Both General Motors and Chrysler must submit viability plans to the government by 17 February as part of the terms of US$17.4bn in loans made available by the outgoing Bush administration in December.

Additional help rests on those turnaround plans, Obama said in a White House news conference with 16 regional US newspapers, according to Reuters.

“My goal, consistently has been to offer serious help once a plan is in place that ensures long-term viability and that we’re not just kicking the can down the road,” Obama said.

“What the nature of what that help ends up looking like, I think is going to depend on the plan.”

Plans needed to be realistic. “If a plan is presented to us premised on 20m sales when we just know that’s not going to happen, then we’re going to have to ask them to go back to the drawing board,” he said.

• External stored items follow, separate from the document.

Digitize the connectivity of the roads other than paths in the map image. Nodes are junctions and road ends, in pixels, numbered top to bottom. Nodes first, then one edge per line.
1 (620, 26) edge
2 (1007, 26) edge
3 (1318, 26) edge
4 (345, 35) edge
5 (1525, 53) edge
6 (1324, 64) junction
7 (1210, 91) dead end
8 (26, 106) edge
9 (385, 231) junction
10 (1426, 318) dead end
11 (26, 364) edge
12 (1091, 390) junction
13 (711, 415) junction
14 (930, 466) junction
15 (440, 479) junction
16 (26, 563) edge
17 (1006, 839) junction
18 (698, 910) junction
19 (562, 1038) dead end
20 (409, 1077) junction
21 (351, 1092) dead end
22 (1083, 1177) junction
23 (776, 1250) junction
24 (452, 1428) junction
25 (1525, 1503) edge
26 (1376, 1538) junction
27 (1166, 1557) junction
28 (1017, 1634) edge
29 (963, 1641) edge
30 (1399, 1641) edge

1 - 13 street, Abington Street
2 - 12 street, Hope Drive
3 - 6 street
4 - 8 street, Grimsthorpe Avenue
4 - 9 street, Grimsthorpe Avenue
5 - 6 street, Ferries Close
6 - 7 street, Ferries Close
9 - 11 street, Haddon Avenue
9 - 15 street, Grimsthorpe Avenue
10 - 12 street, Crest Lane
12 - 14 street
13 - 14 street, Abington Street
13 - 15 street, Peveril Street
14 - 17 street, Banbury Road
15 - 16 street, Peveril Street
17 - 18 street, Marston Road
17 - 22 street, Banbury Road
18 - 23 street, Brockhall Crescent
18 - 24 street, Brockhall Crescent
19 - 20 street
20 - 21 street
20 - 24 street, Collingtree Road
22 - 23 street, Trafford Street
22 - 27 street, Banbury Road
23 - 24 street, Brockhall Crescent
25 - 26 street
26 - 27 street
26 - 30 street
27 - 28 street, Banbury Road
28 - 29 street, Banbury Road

Obama reiterated his belief that a disorganised bankruptcy filing could be disastrous to the economy at large but did not rule it out.

“My main message communicated through the Detroit papers would be ‘Get me a plan that works,'” Obama was quoted as saying.

Earlier reports have said the US treasury has retained law firms with bankruptcy experience and an investment bank to advise the government on GM’s taxpayer-backed restructuring and was expected to name a trustee or ‘car czar’ to oversee the process.